I was grateful someone in the room could forget, even for a moment, how awful my existence was, and inadvertently behave as though we might all just be spending another Saturday together. We just happened to be in a different locale as usual, but might at any moment all stand up and transport ourselves to somewhere more comfortable, where we could indulge in the luxury of eating leftover pizza while watching old movies on T.V. In his moment of recollection, his face shifted to take me in. Before he averted his gaze, he looked stunned, his face dropped, as tears turned his pupils wet. There are no mirrors in an ICU, but the reflection back to me in my father’s sad eyes was worse than anything a piece of glass could have told me. We were in the cadaver lab.

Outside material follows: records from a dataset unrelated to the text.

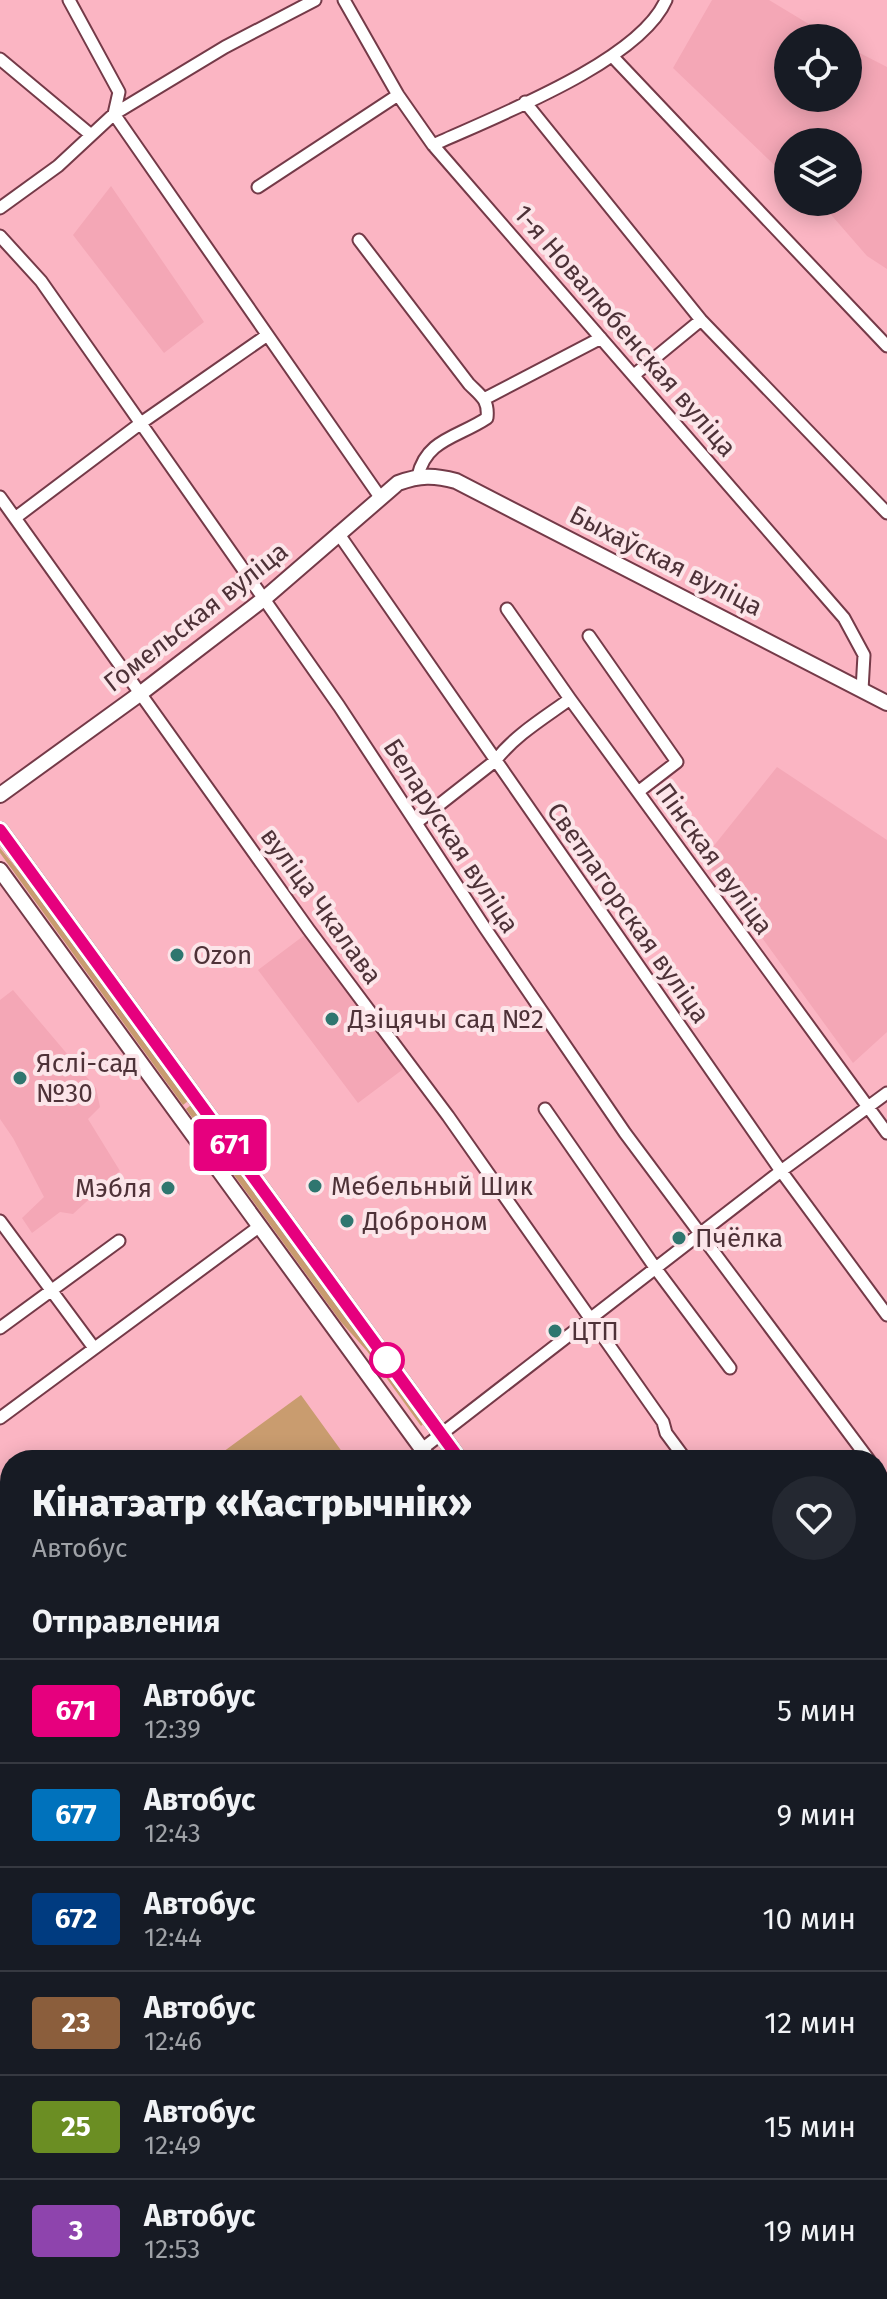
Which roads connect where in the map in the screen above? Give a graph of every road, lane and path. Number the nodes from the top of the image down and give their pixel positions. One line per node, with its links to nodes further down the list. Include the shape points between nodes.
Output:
1 (69, 0): 9 (street, via 119,92)
2 (315, 0): 9 (street)
3 (344, 0): 7 (street, 1-я Новалюбенская вуліца)
4 (666, 0): 5 (street)
5 (613, 57): 8 (street); 19 (street)
6 (0, 59): 10 (street)
7 (398, 95): 11 (street, 1-я Новалюбенская вуліца); 12 (street)
8 (525, 102): 11 (street); 16 (street)
9 (114, 114): 10 (street); 17 (street)
10 (91, 135): 13 (street)
11 (433, 145): 18 (street, 1-я Новалюбенская вуліца)
12 (258, 187)
13 (0, 208)
14 (0, 236): 22 (street, Беларуская вуліца, via 41,281)
15 (359, 240): 21 (street, via 469,384)
16 (701, 320): 20 (street); 26 (street)
17 (266, 336): 22 (street); 25 (street)
18 (601, 338): 20 (street, 1-я Новалюбенская вуліца); 21 (street)
19 (887, 346)
20 (634, 375): 32 (street, 1-я Новалюбенская вуліца, via 844,618 864,655)
21 (486, 398): 23 (street, via 487,418 432,448 421,459)
22 (141, 423): 27 (street); 29 (street, Беларуская вуліца)
23 (418, 476): 25 (main road, Гомельская вуліца); 32 (main road, Быхаўская вуліца, via 456,481)
24 (0, 497): 27 (street, вуліца Чкалава)
25 (380, 497): 28 (main road, Гомельская вуліца)
26 (887, 513)
27 (15, 518): 33 (street, вуліца Чкалава)
28 (338, 533): 29 (main road, Гомельская вуліца); 36 (street, Светлагорская вуліца)
29 (265, 598): 33 (main road, Гомельская вуліца); 39 (street, Беларуская вуліца)
30 (507, 609): 34 (street, Пінская вуліца)
31 (589, 636): 37 (street, via 677,762)
32 (862, 690): 35 (main road, Быхаўская вуліца)
33 (141, 693): 38 (main road, Гомельская вуліца); 54 (street, вуліца Чкалава)
34 (570, 699): 36 (street); 37 (street, Пінская вуліца)
35 (887, 703)
36 (495, 761): 39 (street); 46 (street, Светлагорская вуліца)
37 (638, 792): 43 (street, Пінская вуліца)
38 (0, 795)
39 (416, 823): 49 (street, Беларуская вуліца, via 625,1133)
40 (0, 830): 59 (main road)
41 (0, 870): 48 (main road)
42 (887, 1093): 43 (street)
43 (868, 1107): 45 (street, Пінская вуліца); 46 (street)
44 (545, 1109): 51 (street)
45 (887, 1133)
46 (781, 1171): 49 (street); 53 (street, Светлагорская вуліца)
47 (0, 1221): 52 (street)
48 (260, 1226): 56 (street); 60 (main road)
49 (702, 1234): 51 (street); 64 (street, Беларуская вуліца)
50 (119, 1241): 52 (street)
51 (656, 1269): 54 (street); 57 (street)
52 (52, 1292): 55 (street); 56 (street)
53 (887, 1315)
54 (589, 1319): 59 (street); 63 (street, вуліца Чкалава)
55 (0, 1328)
56 (94, 1348): 58 (street)
57 (730, 1368)
58 (0, 1418)
59 (441, 1434): 61 (street); 62 (main road)
60 (423, 1450)
61 (429, 1450)
62 (453, 1450)
63 (679, 1450)
64 (862, 1450)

Death is always cold, and the being around it. Cold from the inside. In the night the man died in the bed beside mine. I could not hear his breath; only theirs, stop. Stopped breath, stopped feet, stopped hurry. He gave me his last bit of warmth so I decided to breathe for him one last time, but could not quit. Life is heat, is blood. Our hearts, infrared sensors, seek out like, and fingertips are their tendrils always reaching for another. How could I miss the beauty of perfection of your elbow joint? Articulated arm in a disarticulated world. I watched them put their hands into your cold, dark cavern and I remember what it was like to be you. The bone spurs on your lumbar spine and I are the same, fighting for stability as we push our weight to the ground here. It always upturns, gives way. In the end it is an egg shell that we plummet through. There was no point in being heavy to begin with; inertia could never keep us here. So I’ll follow your lead: disembowel, dismember myself, till my cartilage is see-through under fluorescent lights in gloved hands. I will become a specimen of an enthralling human. After all, the whole thing is just a vestigial part. It was you who survived and I am left behind—an appendix. Not so. Not so.